Limit oauth logins - Githubissues

gradio-app / gradio

Build and share delightful machine learning apps, all in Python. 🌟 Star to support our work!

http://www.gradio.app

Apache License 2.0

30.69k stars 2.28k forks source link

Limit oauth logins #8405

Closed pngwn closed 1 month ago

pngwn commented 1 month ago

[x] I have searched to see if a similar issue already exists.

Received this question about logging in with HF on discord. Posting here for visibility:

Can you limit the list of allowed logins (usernames) with huggingface for gradio spaces so you can limit who can log into it?

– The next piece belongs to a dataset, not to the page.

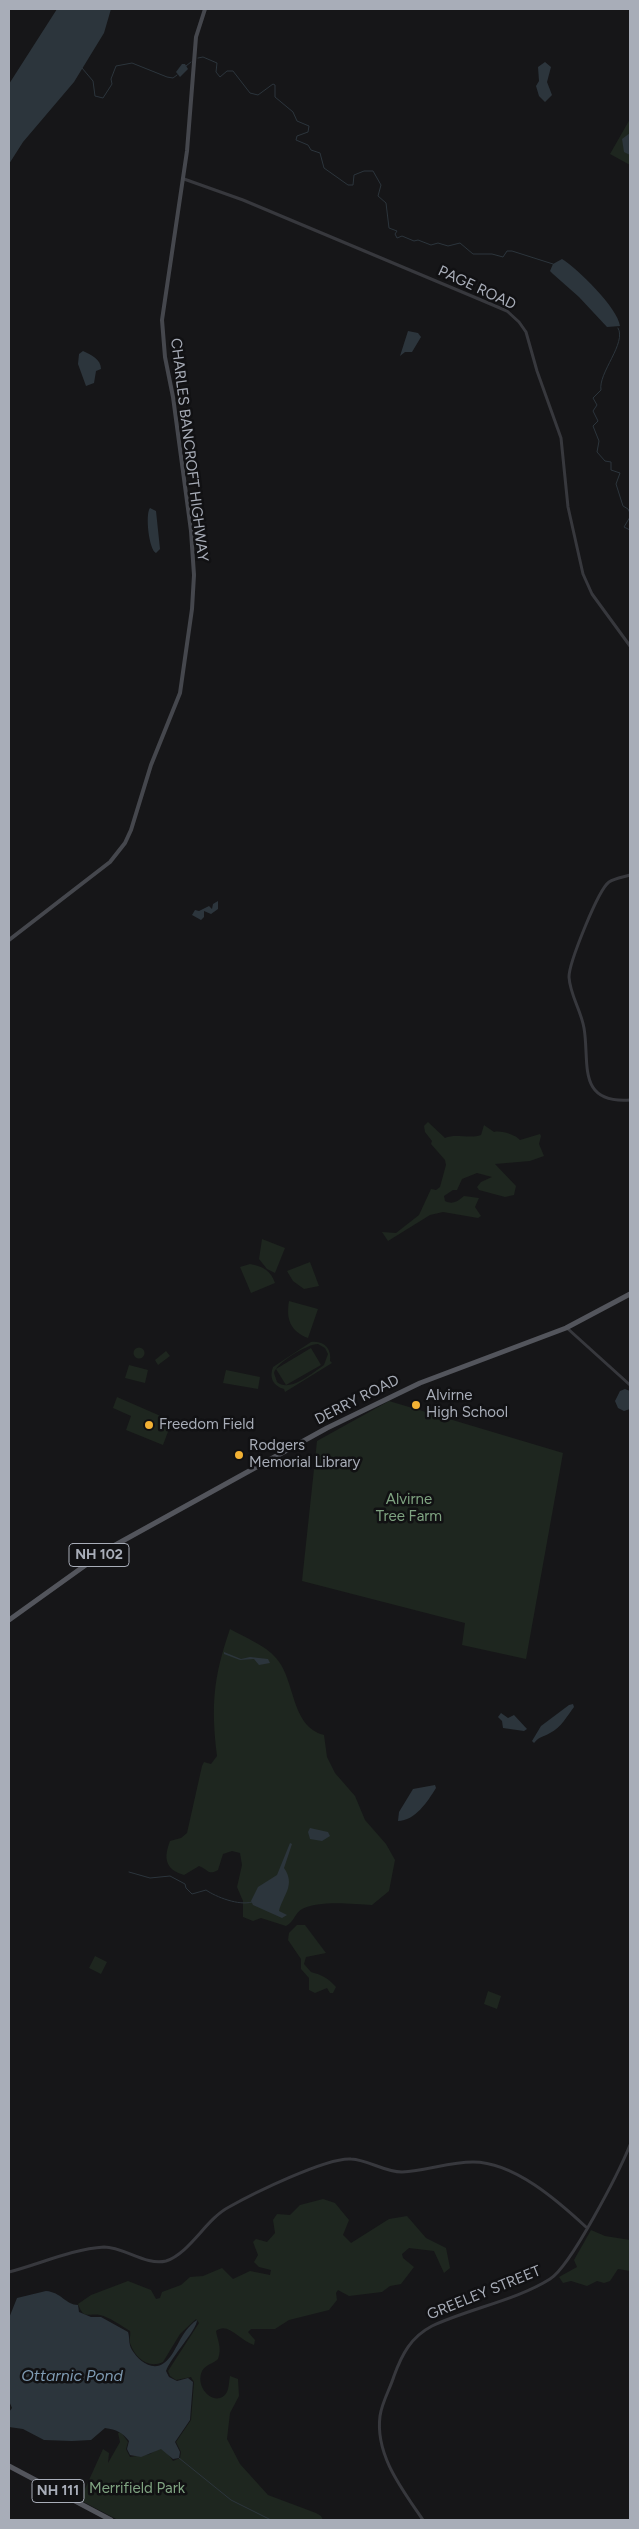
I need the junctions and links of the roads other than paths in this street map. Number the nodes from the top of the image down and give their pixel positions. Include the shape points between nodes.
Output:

I wondered if this might be possible with some kind of middleware or by using gr.Request.

Cc @Wauplin

Wauplin commented 1 month ago

Wow, haven't thought about this kind of feature no :astonished:

We could introduce callbacks on login/logout calls so that gradio users can define specific rules (so kinda middleware logic indeed) but I'm wondering how impactful this would be -compared to the added complexity-.

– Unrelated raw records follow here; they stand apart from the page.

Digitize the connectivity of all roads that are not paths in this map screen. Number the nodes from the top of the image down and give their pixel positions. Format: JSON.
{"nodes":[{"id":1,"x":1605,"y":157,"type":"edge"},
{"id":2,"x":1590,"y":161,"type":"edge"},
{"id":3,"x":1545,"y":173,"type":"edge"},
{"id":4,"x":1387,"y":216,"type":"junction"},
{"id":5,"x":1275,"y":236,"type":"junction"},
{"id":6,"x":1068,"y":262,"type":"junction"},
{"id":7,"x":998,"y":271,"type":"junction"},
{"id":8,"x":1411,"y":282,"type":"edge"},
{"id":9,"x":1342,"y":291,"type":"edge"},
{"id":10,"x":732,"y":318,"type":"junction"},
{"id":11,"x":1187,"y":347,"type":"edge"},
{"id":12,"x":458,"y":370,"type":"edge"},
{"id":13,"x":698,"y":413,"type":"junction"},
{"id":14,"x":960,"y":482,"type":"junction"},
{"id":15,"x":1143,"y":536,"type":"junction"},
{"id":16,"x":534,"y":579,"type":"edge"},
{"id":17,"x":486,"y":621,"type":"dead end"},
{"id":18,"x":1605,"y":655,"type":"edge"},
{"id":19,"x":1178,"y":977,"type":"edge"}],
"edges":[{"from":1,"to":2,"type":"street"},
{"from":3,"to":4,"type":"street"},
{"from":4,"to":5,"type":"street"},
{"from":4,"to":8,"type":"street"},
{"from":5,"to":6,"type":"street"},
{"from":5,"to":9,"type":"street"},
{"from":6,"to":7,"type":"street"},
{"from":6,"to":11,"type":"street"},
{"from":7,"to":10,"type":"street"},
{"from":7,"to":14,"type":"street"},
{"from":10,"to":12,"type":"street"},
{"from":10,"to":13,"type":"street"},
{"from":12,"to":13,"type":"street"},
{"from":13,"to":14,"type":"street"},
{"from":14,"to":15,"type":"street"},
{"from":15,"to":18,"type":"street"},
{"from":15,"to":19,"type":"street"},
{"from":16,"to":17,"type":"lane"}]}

abidlabs commented 1 month ago

This should be possible already no -- once a user logs in, you have access to their username in the gr.OAuthProfile object, so you could do something like this:

import gradio as gr

def hello(profile: gr.OAuthProfile) -> str:
    if profile in ["abidlabs"]:
        return f"Hello {profile.username}"
    return "Not authorized."

with gr.Blocks() as demo:
    gr.LoginButton()
    m = gr.Markdown()
    demo.load(hello, None, m)

demo.launch()

abidlabs commented 1 month ago

You can make disable entire parts of the demo if someone's username is not allowed, etc. Of course, the code is still available and someone could duplicate it and change the list of authorized usernames, but that's a separate issue

pngwn commented 1 month ago

That looks great. I'll close this now, we can review if there are any follow ups.

Thanks folks.

matdmiller commented 1 month ago

Thank you for the quick answer! One quick follow up question - is gr.OAuthProfile data obtained securely in a way so the requestor wouldn't be able to simply modify the header to add the profile string? I was reading your docs (https://www.gradio.app/guides/sharing-your-app#o-auth-with-external-providers) and noticed this section:

In this example, only requests that include a "user" header will be allowed to access the Gradio app. Of course, this does not add much security, since any user can add this header in their request.

and I just wanted to confirm this wouldn't be relatively trivial to bypass.

The use case I'm thinking of is where the space calls an API where the API key is stored securely in the space secrets so if they cloned it they would not be able to make requests using your API key. They would be able to add their own API key and re-use the space code which would be fine.

pngwn commented 1 month ago

That section is an example of how not to do it before explaining the OAuth integration. The OAuth integration utilises the full OAuth flow and is very secure and does not suffer from the issue mentioned in your quote.

The scenario you mentioned in the final paragraph is also safe. And is something we recommend. Duplicating spaces, even when secrets are used, is perfectly secure. The user duplicating needs to create their own secrets.